You probably knew that, so you’ve been looking at 64-bit numbers, and you’re probably thinking about using milliseconds instead.

Here’s a quick way to estimate how long that’ll last.

Note that $2^{10} = 1024 \approx 1000$ meaning that every unit of one thousand needs 10 bits.

Given 64 bits, take 10 bits for milliseconds, leaving 54 bits.

There are 60 seconds in a minute, which is pretty close to 64 (i.e. 6 bits). That leaves you with 48 bits. Similarly, 60 minutes in an hour. That leaves you with 42 bits.

Next up is hours. There are 24 hours in a day. The next largest power of two is 32, which takes 5 bits (0-31). That leaves you with 37 bits.

There are 365 and a bit days in a year. That’s going to need 9 bits (0-511). That leaves you with 28 bits.

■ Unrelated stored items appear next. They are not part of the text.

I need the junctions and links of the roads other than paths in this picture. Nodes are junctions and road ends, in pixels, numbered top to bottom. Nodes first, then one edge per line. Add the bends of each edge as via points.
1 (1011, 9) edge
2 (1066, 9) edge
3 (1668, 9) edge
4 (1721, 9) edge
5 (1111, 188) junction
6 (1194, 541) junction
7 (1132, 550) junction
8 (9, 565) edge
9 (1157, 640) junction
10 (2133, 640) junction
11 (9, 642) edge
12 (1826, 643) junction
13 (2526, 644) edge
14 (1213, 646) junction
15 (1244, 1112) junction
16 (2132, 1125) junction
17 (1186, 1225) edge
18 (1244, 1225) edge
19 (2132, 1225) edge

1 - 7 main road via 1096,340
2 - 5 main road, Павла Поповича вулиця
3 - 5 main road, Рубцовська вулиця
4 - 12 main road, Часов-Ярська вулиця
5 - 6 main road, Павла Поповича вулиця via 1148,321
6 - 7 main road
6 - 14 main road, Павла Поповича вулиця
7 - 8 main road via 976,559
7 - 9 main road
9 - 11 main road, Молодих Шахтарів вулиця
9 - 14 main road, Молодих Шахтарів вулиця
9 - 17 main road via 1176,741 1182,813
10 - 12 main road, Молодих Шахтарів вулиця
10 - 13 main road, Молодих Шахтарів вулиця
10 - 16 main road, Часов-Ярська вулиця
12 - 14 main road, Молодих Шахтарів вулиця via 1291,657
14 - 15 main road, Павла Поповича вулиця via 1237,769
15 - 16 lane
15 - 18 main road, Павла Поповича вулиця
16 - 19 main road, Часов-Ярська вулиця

         1         2         3         4         5         6   6
1234567890123456789012345678901234567890123456789012345678901234
............................DDDDDDDDDHHHHHMMMMMMssssssmmmmmmmmmm
YYYYYYYYYYYYYYYYYYYYYYYYYYYY....................................

Units Count Approx Bits Remaining
64 bits
Milliseconds 1000 ~1024 10 bits 54 bits
Seconds 60 ~63 6 bits 48 bits
Minutes 60 ~63 6 bits 42 bits
Hours 24 ~32 5 bits 37 bits
Days 365.25 <512 9 bits 28 bits
We wasted $log_2({32 \div 24}) \approx 0.4$ bits in the hours/day conversion, plus another $log_2({512 \div 365}) \approx 0.5$ bits in the days/year conversion. This gives us about a bit (i.e. our factor of two). We also wasted some other fractional bits elsewhere (1000 ≠ 1024 and 60 ≠ 64). We erred on the cautious side, by using more bits than needed, so our result is a lower limit.
If we did it all again, but with microseconds, we’d use another 10 bits, giving us $2^{18}$ years, which is $2^8 \times 2^{10}$ or $256 \times 10^3$, or roughly 250,000 years.